Of course every now and then the teachers would get hung up; something would come up so the old teacher would leave and the new teacher didn't arrive.  So all of us high school students were on our own and believe me we took full advantage of that few minutes of precious freedom from the sadistic rulers that Don Bosco High School gave us.  

We had this one favorite game that we loved to play.  We would practice kicking field goals in that gym and here's the way we would do it.  One student would be the snapper; we used this sneaker for our football.  Then the snapper would snap the sneaker to the holder, the holder would put it down with his finger on the top of the sneaker with the bottom of the sneaker lined up for the kicker and then the kicker would kick a field goal.  Another student would be standing maybe20 feet in front with his arms raised into the air and he was the goalposts. 

Like I said it was a riot, we had a great deal of fun playing football before one of the teachers would come by.  I remember one day the game went a little bit haywire.  While the student was kicking the field goal somehow he hooked the sneaker to the left and the sneaker was way up high in a window sill way at the top of the room. The sneaker was like 40 feet off the ground and the sneaker stayed up on top of the little window ledge way the hell up there.

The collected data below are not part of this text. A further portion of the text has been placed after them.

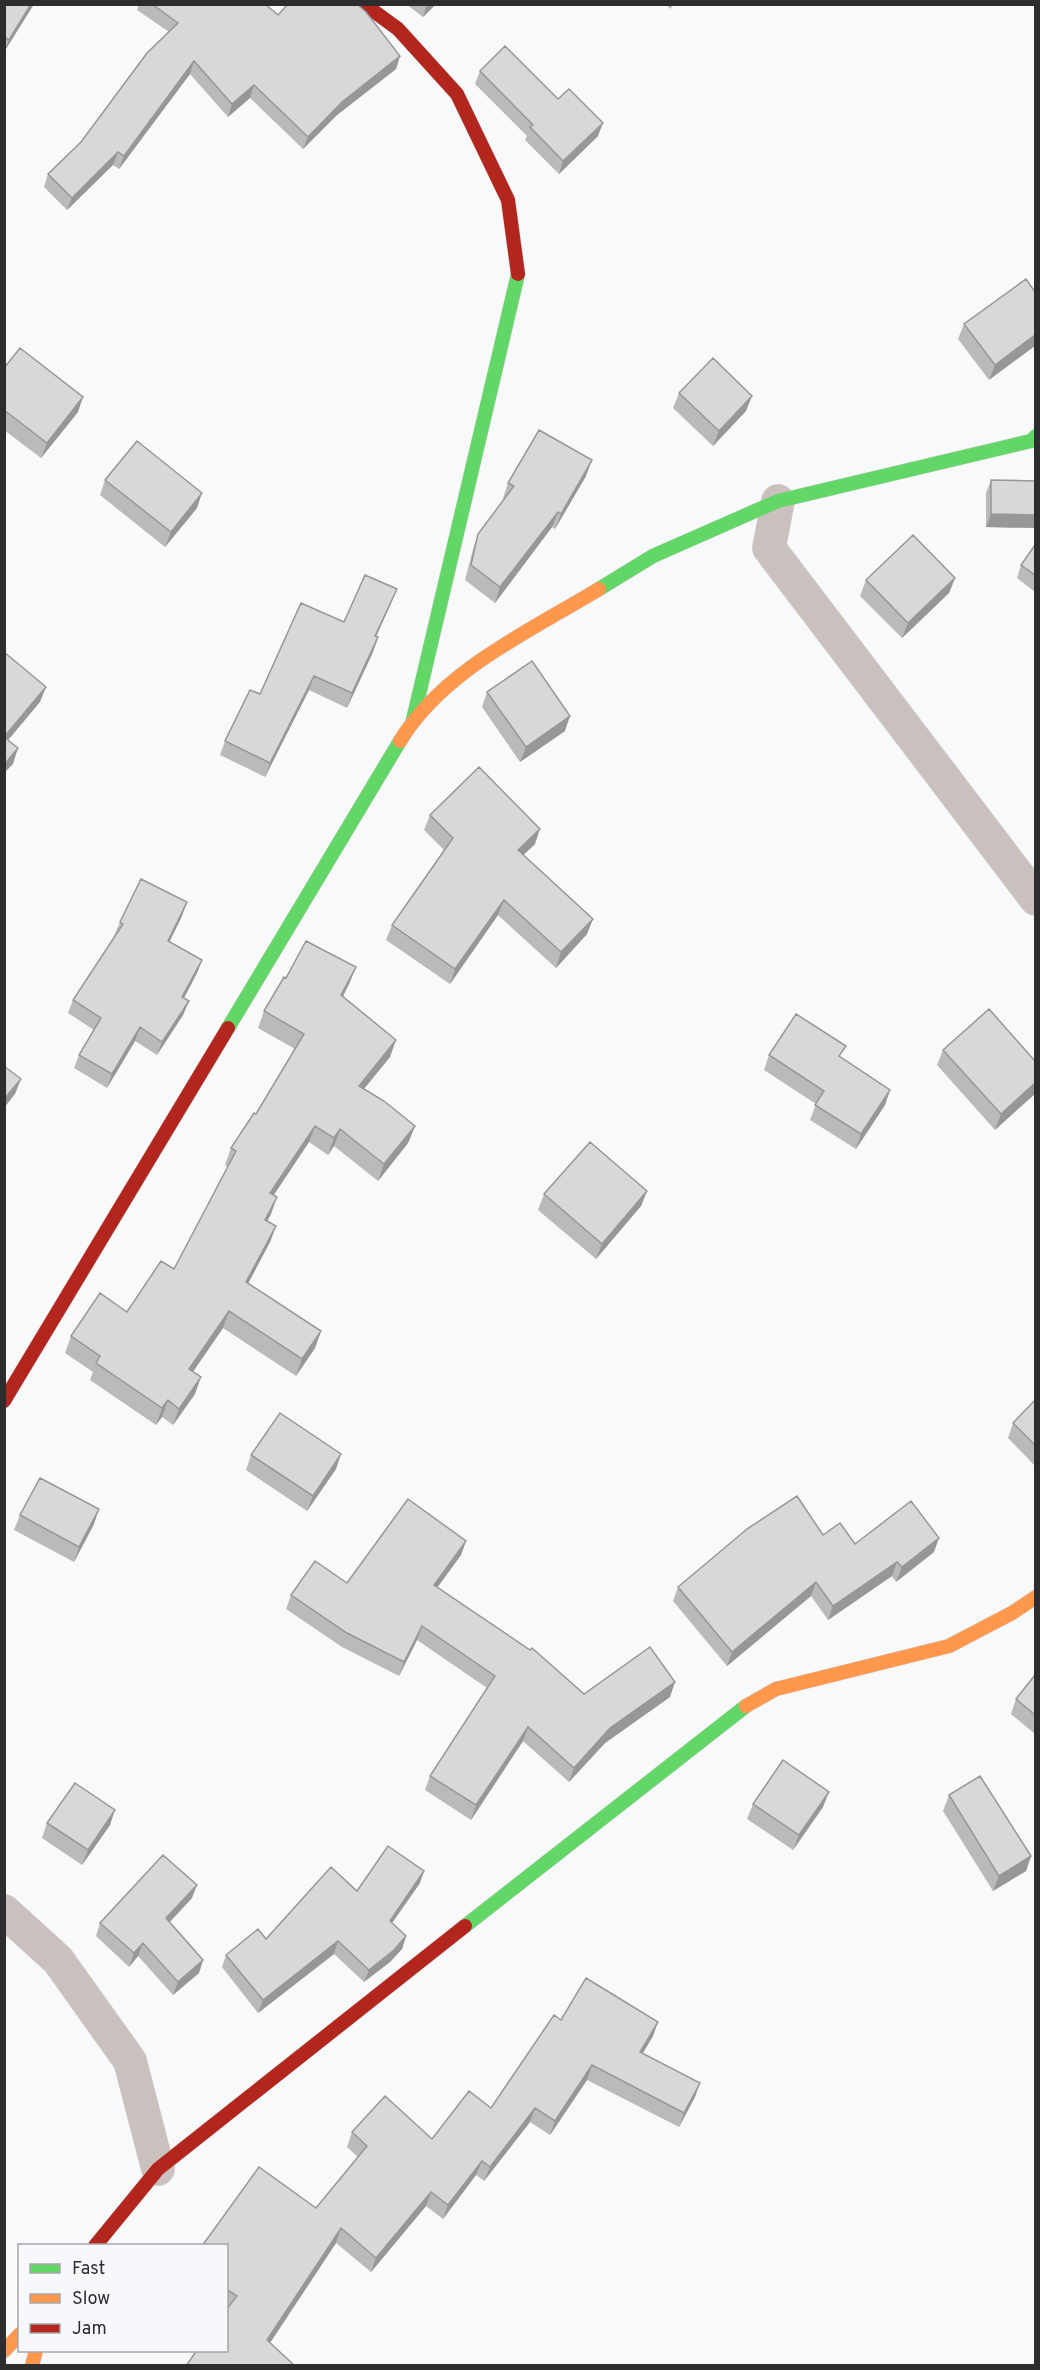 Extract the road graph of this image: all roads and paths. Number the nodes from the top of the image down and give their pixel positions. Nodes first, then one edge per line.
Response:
1 (364, 4) edge
2 (1034, 440) edge
3 (778, 501) junction
4 (413, 720) junction
5 (1035, 899) edge
6 (4, 1401) edge
7 (1035, 1597) edge
8 (4, 1911) edge
9 (158, 2169) junction
10 (97, 2244) edge
11 (18, 2336) edge
12 (4, 2351) edge

1 - 4 street
2 - 3 street
3 - 4 street
3 - 5 street
4 - 6 street
7 - 9 street
8 - 9 street
9 - 10 street
11 - 12 street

Just after that we heard the glass breaking and the student knew the teacher was coming into the classroom; everybody panicked at this stage.  We played deaf, dumb, and blind and the evil ones never did find out we kicked the field goal and broke a window. The sneaker was still at the top of the window sill 40 feet off the ground.  Whoever that sneaker belonged to needed get a new pair sneakers as now he only had one.  There was no way in hell you would be able to go up there and get that sneaker down.  For all I know after 40 years that sneaker is still sitting on the window sill.

Meanwhile back at detention…

All of us students are sitting there with evil Father Savage sitting up at his desk which was raised off the ground on a little stand about 6 or 7 feet off the ground; looked like a judge and his court room.  I guess we were the prisoners in front of him. 

Now let me finish the detention story and enough dictating for tonight less the motherboard explode.  I have dictated about 220 pages of my wonderful biography so far. I think I'm going at a pretty good pace and I will take a break here as my voice gets tired.  I can only do this so long; I like doing it but I can only do talking so long.

So like I said I believe it was in November of 1967 President Kennedy gets shot in Dallas Texas.  I forget why I got detention but I was in the detention hall; again that big, old, gymnasium.  David Wiener was there and many other students were there. 

We were sitting there for an hour or two of detention and then we get to go home.  Something happened that I'd never experienced at any of the other times I was ever in detention.  Of course being obsessive – compulsive and suffering from Asperger's Syndrome, I was very quiet and passive in detention – people with my mental illnesses have this incredible urge to please others at the discomfort of themselves. I was a pretty good boy – pretty quiet and invisible.

One quick example of my invisibility.  Big Ed prided himself on knowing all of our names because authoritarian figures have more power when they know your name.  One day there was about 100 of us in the school cafeteria and for whatever reason I did something wrong and Big Ed wanted to get my attention but as he was looking at me he couldn't remember my name.  So Big Ed had to say you know the student at the back table with the yellow tie.  The other students played along and immediately one after another would chime in: "Me Father, you mean me?”  Then big Ed had to say no, no the other student, the other student.  Finally he tracked me down and pointedly asked; “What is your name?"

After we started detention, about half an hour later, the telephone on Father Savage’s desk rings, that woke us up.  Father Savage picked up the phone and of course we could only hear what Father Savage was saying; we couldn't hear what the person who called him was saying. But we can quickly figure out who had called and why she had called. 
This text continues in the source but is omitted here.